OSNAP (Overturning in the Subpolar North Atlantic Program) is a transoceanic observing system across the subpolar North Atlantic that is designed to measure full-depth mass fluxes associated with the Atlantic Meridional Overturning Circulation (AMOC), as well as meridional heat and freshwater fluxes. It is a collaborative program with scientists from several nations, including the U.S., U.K., the Netherlands, Germany, France, and Canada. This grant provided support for years 5 and 6 of OSNAP data collection and the analysis of data from the program to date; the program will continue to at least 2024 with renewal funding from NSF.
OSNAP has provided the first-ever continuous measurements of the overturning circulation in the subpolar North Atlantic, that is, the rate at which warm, upper ocean waters moving northward in the Atlantic are converted into cold, dense waters that move southward through the basin at depth. The heat transport carried northward by this circulation is vital to maintaining the climate of the North Atlantic and its surrounding continental areas, and the variability of this circulation can have significant impacts on North Atlantic and global climate.
The initial results from OSNAP reveal a highly variable overturning circulation that is responsible for the majority of the heat and freshwater transport across the OSNAP line. In a departure from the prevailing view that changes in deep water formation in the Labrador Sea dominate AMOC variability, these results suggest that the conversion of warm, salty, shallow Atlantic waters into colder, fresher, deep waters that move southward in the Irminger and Iceland basins is largely responsible for overturning and its variability.

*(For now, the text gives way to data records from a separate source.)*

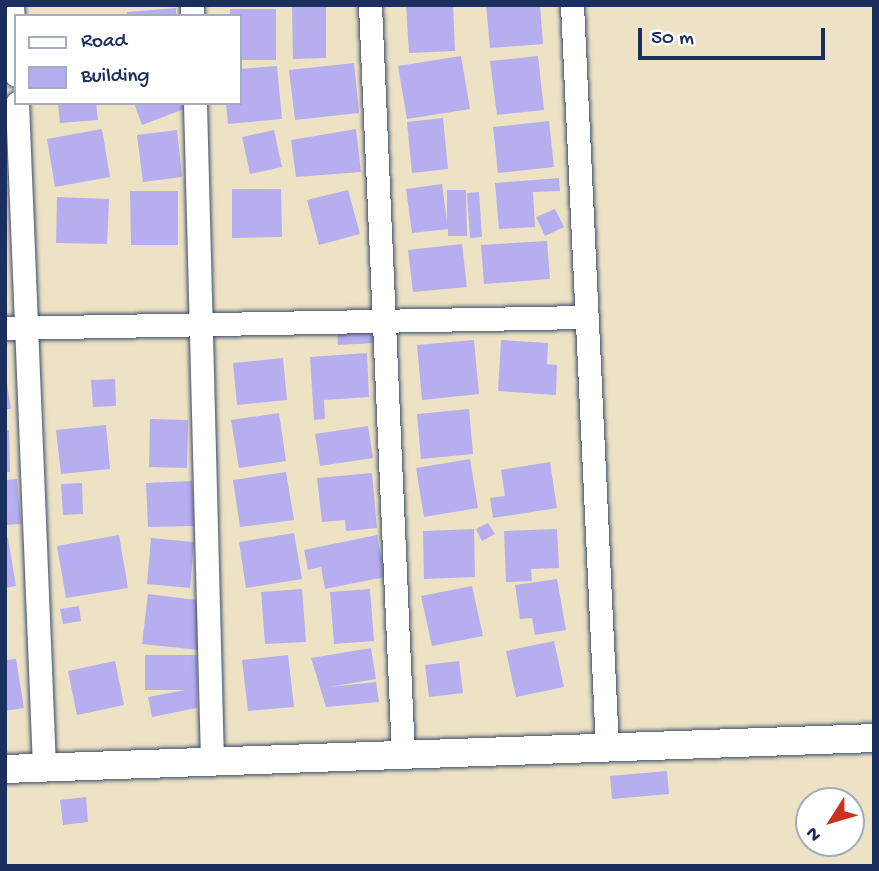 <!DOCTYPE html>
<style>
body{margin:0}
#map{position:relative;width:879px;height:871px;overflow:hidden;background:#ede3c4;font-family:"Gochi Hand",sans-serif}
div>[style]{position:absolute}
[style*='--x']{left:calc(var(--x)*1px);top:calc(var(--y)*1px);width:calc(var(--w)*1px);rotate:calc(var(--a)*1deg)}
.building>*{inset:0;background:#b7aeef}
.roads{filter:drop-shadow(0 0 2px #3a4a6d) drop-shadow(0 0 2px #3a4a6d)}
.minor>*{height:23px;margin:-11.5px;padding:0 11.5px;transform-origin:11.5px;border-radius:11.5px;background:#fff}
.tertiary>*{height:28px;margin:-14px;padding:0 14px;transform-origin:14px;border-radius:14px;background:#fff}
span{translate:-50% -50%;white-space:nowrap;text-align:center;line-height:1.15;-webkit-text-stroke:5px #fff;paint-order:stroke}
.frame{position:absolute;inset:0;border:7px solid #1b2f5e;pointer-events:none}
.legend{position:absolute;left:14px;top:14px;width:228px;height:91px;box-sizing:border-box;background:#fff;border:2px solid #a4acbf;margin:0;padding:9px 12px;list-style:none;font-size:21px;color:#1b2f5e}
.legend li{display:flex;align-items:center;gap:14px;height:35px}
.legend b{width:35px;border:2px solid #a4acbf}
.north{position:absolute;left:795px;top:787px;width:70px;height:70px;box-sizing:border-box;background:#fff;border:2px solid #a4acbf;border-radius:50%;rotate:233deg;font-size:19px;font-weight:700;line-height:28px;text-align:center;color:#1b2f5e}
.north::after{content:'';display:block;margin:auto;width:24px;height:32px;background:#c8321e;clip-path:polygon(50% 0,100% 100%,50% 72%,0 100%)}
.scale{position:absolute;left:638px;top:28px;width:187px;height:32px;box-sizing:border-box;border:4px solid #1b2f5e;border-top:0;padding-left:9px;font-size:21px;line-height:24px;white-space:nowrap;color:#1b2f5e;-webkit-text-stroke:5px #fff;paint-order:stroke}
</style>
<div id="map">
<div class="building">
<i style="clip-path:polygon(292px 5px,326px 5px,326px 58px,293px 59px)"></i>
<i style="clip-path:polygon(406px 5px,453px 5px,455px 51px,409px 53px)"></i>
<i style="clip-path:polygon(486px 5px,540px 5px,543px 44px,490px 48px)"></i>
<i style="clip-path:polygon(176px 8px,176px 16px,127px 16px,127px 12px)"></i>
<i style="clip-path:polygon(230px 9px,276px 9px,276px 60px,240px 60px,240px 16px,230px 16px)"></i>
<i style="clip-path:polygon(461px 56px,470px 109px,407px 119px,398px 66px)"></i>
<i style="clip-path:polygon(538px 56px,544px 110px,497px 115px,490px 61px)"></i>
<i style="clip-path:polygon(354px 63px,359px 113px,295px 120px,289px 70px)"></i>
<i style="clip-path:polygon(277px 66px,282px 119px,228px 124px,226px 103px,240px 103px,240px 69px)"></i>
<i style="clip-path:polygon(58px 103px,96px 103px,98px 120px,60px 123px)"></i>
<i style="clip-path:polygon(134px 103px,182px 103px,184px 109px,142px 125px)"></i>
<i style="clip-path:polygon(443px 118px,448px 169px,412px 173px,407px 122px)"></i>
<i style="clip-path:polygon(549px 121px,554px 167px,498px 173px,493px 127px)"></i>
<i style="clip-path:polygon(102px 129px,110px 177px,55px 187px,47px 139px)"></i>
<i style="clip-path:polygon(356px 129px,361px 172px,296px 177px,291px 140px)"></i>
<i style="clip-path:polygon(177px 130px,182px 177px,143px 182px,137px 135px)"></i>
<i style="clip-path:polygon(274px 130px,282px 167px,250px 174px,242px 137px)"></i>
<i style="clip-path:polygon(559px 178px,560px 191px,533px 192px,535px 227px,499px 229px,495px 183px)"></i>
<i style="clip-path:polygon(442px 184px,447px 221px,447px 190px,466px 190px,467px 236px,448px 236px,448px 229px,412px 233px,406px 189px)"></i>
<i style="clip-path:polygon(232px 189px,281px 189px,282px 237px,232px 238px)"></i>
<i style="clip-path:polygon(348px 190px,360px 234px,319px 245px,307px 200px)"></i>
<i style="clip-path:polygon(130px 191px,178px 191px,178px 245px,131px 245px)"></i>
<i style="clip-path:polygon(479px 192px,482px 237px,470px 238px,467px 193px)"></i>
<i style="clip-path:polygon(57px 197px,109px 199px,107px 244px,56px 243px)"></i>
<i style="clip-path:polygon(555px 209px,564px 227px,545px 236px,536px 217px)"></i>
<i style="clip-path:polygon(547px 241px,550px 279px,484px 284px,481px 245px)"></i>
<i style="clip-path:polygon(462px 244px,467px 287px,413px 292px,408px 250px)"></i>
<i style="clip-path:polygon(373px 311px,375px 343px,338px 345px,336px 313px)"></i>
<i style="clip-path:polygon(474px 340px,479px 394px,422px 400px,417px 345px)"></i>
<i style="clip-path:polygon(501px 340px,548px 343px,547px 364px,557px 365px,556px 395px,498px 391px)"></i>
<i style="clip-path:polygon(367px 353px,369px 397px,324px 400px,325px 419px,314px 420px,310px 357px)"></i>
<i style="clip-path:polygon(283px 358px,287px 400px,237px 405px,233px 363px)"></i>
<i style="clip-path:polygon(5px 371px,11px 409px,5px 409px)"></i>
<i style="clip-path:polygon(115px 379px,116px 406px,93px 407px,91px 380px)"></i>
<i style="clip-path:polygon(469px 409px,473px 454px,421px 459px,417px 414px)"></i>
<i style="clip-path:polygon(279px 413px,286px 461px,239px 468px,231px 420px)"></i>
<i style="clip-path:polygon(150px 419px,188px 420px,187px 468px,149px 467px)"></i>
<i style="clip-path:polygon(106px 425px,110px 469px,61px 474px,56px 430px)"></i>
<i style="clip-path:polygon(368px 426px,373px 458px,320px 466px,315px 434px)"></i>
<i style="clip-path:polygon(5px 430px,9px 430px,10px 472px,5px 472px)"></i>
<i style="clip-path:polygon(470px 459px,478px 508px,424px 517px,416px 468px)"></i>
<i style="clip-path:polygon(550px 462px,557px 508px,493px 518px,490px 498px,505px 496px,501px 470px)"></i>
<i style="clip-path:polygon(286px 472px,294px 520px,240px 527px,233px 480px)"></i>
<i style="clip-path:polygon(372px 473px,377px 528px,346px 531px,345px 520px,322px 522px,317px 478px)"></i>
<i style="clip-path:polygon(17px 479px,21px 524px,5px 525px,5px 480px)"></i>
<i style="clip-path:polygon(192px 481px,194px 526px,148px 527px,146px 483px)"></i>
<i style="clip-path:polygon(82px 483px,83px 514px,63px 515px,61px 484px)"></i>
<i style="clip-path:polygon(488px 523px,495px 534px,482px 541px,476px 529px)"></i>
<i style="clip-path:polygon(474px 529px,475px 577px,424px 579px,423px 531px)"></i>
<i style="clip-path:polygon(557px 529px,559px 568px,531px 569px,532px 581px,506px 582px,504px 531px)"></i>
<i style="clip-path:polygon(294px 533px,302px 579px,246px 588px,239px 542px)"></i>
<i style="clip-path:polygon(119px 535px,128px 588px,66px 598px,57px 546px)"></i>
<i style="clip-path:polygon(377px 535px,385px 577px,325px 589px,321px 567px,308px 570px,304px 550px)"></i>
<i style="clip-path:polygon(8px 538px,16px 586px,5px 588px,5px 539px)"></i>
<i style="clip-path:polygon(151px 538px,194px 542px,190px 588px,147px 584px)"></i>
<i style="clip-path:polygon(557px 579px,566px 630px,535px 635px,532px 618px,520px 619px,515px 585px)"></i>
<i style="clip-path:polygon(472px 586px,483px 636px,432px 646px,421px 596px)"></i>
<i style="clip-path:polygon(302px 589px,306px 642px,265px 644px,261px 592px)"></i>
<i style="clip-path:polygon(370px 589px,374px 641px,334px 644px,330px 592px)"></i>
<i style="clip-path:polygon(148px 594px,205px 601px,200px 650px,142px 644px)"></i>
<i style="clip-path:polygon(79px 606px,81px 621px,63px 624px,60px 609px)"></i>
<i style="clip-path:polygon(554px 641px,564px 687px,516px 697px,506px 651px)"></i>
<i style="clip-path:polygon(371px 648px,376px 679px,329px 687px,376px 682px,379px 702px,326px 707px,311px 658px)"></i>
<i style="clip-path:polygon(145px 655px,197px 655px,197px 708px,152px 717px,148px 697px,185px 690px,145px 690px)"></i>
<i style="clip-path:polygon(288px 655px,294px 707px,248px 711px,242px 660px)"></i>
<i style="clip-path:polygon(16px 659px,24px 708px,5px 711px,5px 660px)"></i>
<i style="clip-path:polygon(115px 661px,124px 705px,77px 715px,68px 671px)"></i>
<i style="clip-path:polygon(459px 661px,463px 693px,429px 697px,425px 665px)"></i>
<i style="clip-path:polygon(667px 771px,669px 794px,612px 799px,610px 776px)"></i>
<i style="clip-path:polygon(86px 797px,88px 822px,63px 825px,60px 800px)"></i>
</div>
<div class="roads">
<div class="minor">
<i style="--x:12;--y:5;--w:70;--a:86.7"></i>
<i style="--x:192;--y:5;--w:11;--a:90"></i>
<i style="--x:370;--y:5;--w:751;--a:87.48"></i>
<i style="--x:572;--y:5;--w:744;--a:87.3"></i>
<i style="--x:17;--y:103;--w:666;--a:87.67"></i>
<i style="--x:195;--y:103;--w:659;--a:88.52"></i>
<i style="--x:5;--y:328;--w:578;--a:-1.09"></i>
</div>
<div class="tertiary">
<i style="--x:5;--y:769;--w:870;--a:-2.04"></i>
</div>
</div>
<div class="frame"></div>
<ul class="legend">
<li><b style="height:9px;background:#fff"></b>Road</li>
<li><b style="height:19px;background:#b7aeef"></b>Building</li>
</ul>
<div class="north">N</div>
<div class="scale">50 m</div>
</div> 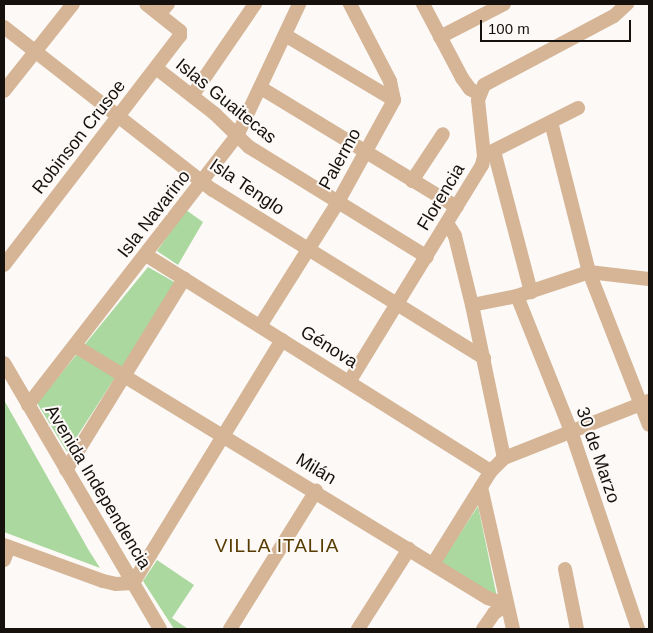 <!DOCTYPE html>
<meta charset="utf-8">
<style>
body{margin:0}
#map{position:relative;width:653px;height:633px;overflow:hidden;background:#fcf9f7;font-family:Arial,sans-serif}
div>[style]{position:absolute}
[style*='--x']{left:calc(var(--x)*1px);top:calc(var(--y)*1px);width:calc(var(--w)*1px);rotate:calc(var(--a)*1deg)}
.green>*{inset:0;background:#aad89f}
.minor>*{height:14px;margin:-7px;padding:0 7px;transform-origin:7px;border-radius:7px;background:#d5b596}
span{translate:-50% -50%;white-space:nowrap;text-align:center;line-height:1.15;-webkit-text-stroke:4px #fcf9f7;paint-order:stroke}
.street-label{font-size:18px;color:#16110d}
.neighbourhood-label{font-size:19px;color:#583b00;letter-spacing:1px}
.frame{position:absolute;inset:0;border:5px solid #16110d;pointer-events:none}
.scale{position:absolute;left:480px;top:20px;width:151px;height:22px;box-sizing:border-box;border:2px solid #16110d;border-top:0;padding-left:6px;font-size:15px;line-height:18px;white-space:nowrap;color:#16110d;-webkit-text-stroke:4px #fcf9f7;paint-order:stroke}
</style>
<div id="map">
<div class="green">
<div style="clip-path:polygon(186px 210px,203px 222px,178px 265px,157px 251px)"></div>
<div style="clip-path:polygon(148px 267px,176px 283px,67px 452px,37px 403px)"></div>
<div style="clip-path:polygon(4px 400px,88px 549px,100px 568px,4px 532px)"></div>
<div style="clip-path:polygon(478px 506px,497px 597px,440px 564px)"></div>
<div style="clip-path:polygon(157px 560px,194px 585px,172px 618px,188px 629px,174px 629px,143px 581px)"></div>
</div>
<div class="minor">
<div style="--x:423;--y:4;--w:84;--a:62.2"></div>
<div style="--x:462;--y:78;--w:14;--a:54"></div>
<div style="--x:470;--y:89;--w:10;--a:29"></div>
<div style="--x:159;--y:14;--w:13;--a:-48"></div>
<div style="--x:4;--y:27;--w:265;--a:38"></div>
<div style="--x:213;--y:190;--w:319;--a:31.8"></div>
<div style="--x:285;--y:35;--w:127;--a:30.8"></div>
<div style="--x:440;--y:37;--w:72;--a:-27.3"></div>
<div style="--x:156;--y:68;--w:75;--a:37.9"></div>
<div style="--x:215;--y:114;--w:47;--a:44.1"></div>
<div style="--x:249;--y:147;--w:209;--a:31.7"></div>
<div style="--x:261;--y:88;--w:229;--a:31.3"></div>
<div style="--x:4;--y:91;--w:111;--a:-51.6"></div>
<div style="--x:192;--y:96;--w:112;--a:-55.6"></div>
<div style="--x:551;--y:122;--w:155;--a:75.8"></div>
<div style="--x:589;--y:272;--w:164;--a:68.6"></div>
<div style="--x:494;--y:151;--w:146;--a:75.3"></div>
<div style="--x:487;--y:154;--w:102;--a:-26.8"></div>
<div style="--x:412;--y:181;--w:56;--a:-56.6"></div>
<div style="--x:447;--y:223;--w:15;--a:58"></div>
<div style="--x:455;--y:236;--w:71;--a:76.2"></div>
<div style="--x:472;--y:305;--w:156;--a:78.2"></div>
<div style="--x:146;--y:255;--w:407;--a:32.1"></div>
<div style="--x:4;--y:265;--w:289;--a:-52.5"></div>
<div style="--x:180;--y:36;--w:5;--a:-90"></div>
<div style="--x:180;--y:31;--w:43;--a:-141.5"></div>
<div style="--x:517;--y:296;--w:145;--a:68.2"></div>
<div style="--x:571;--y:431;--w:209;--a:71.3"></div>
<div style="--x:472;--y:305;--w:46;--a:-11.3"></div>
<div style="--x:517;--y:296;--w:76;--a:-18.4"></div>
<div style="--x:589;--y:272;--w:60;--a:6.7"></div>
<div style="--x:260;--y:326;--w:146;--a:-57.8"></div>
<div style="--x:338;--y:202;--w:116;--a:-61.2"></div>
<div style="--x:394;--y:100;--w:19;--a:-102"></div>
<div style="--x:390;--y:81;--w:87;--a:-117.5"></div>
<div style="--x:75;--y:346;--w:484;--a:31.4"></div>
<div style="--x:488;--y:598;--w:20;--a:20"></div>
<div style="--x:4;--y:363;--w:308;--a:59.6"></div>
<div style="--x:349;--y:382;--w:255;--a:-58.5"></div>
<div style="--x:482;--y:165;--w:9;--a:-77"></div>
<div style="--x:484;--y:156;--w:56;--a:-96.1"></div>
<div style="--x:478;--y:100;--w:16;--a:-68"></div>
<div style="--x:484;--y:85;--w:147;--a:-28"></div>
<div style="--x:614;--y:16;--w:18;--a:-43"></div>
<div style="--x:28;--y:405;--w:341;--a:-52.2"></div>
<div style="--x:237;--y:136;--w:146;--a:-64.8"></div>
<div style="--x:66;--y:470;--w:225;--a:-58.3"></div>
<div style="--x:481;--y:487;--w:146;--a:77.3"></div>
<div style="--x:4;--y:545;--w:105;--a:20"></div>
<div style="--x:103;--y:581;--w:13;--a:13"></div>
<div style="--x:116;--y:584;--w:17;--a:-3"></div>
<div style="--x:4;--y:560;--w:14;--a:-69"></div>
<div style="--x:433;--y:564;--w:110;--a:-58.1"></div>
<div style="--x:491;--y:471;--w:18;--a:-45"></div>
<div style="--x:504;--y:458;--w:156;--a:-21.5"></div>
<div style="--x:565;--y:569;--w:61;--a:78.7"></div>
<div style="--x:133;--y:583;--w:285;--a:-58.5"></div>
<div style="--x:230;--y:629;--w:163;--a:-58.1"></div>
<div style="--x:358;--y:629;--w:95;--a:-57.5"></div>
<div style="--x:483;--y:629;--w:19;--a:-55"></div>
<div style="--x:494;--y:613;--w:15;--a:-32"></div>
</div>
<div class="street-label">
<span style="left:226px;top:101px;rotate:39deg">Islas Guaitecas</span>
<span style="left:79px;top:137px;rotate:-52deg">Robinson Crusoe</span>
<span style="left:340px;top:159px;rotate:-61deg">Palermo</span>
<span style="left:247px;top:187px;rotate:34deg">Isla Tenglo</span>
<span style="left:441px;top:197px;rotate:-59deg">Florencia</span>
<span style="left:154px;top:214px;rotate:-52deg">Isla Navarino</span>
<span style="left:329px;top:347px;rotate:32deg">Génova</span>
<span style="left:598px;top:455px;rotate:71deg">30 de Marzo</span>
<span style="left:316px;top:469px;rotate:31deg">Milán</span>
<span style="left:98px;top:487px;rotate:59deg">Avenida Independencia</span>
</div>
<div class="neighbourhood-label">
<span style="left:277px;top:546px">VILLA ITALIA</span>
</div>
<div class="frame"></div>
<div class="scale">100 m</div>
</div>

In addition, the measurements have provided new information on a number of key circulation features in the North Atlantic that contribute to the overturning circulation and to the North Atlantic subpolar gyre circulation as a whole. For example, the OSNAP observing system has provided the most comprehensive measurements to date of the Iceland-Scotland Overflow Water (ISOW) plume that flows southward along the eastern flank of the Reykjanes Ridge, a major component of the deep limb of the overturning circulation. The transport of the ISOW plume inferred from the OSNAP observations is approximately 6 Sv (1 Sv = 1 million cubic meters per second), significantly larger than previous values obtained farther north in the Iceland Basin, and suggesting that previous measurements did not fully capture the plume transport or that significant additional entrainment into the ISOW plume occurs as it approaches the southern tip of the Reykjanes Ridge. Further, the observations have provided the first direct time-series estimates of the strength and variability of the East Reykjanes Ridge Current (ERRC), which forms a western-intensified circulation in the Iceland Basin, and which until now had been a major gap in our understanding of the upper ocean subpolar gyre circulation.
Other observations collected in OSNAP have provided new details on the multiple branches of the North Atlantic Current in the eastern Iceland Basin, and evidence of a pronounced freshening of the eastern subpolar gyre since 2015 that arose from anomalous atmospheric forcing conditions over the North Atlantic and concomitant changes in the subpolar gyre circulation pathways.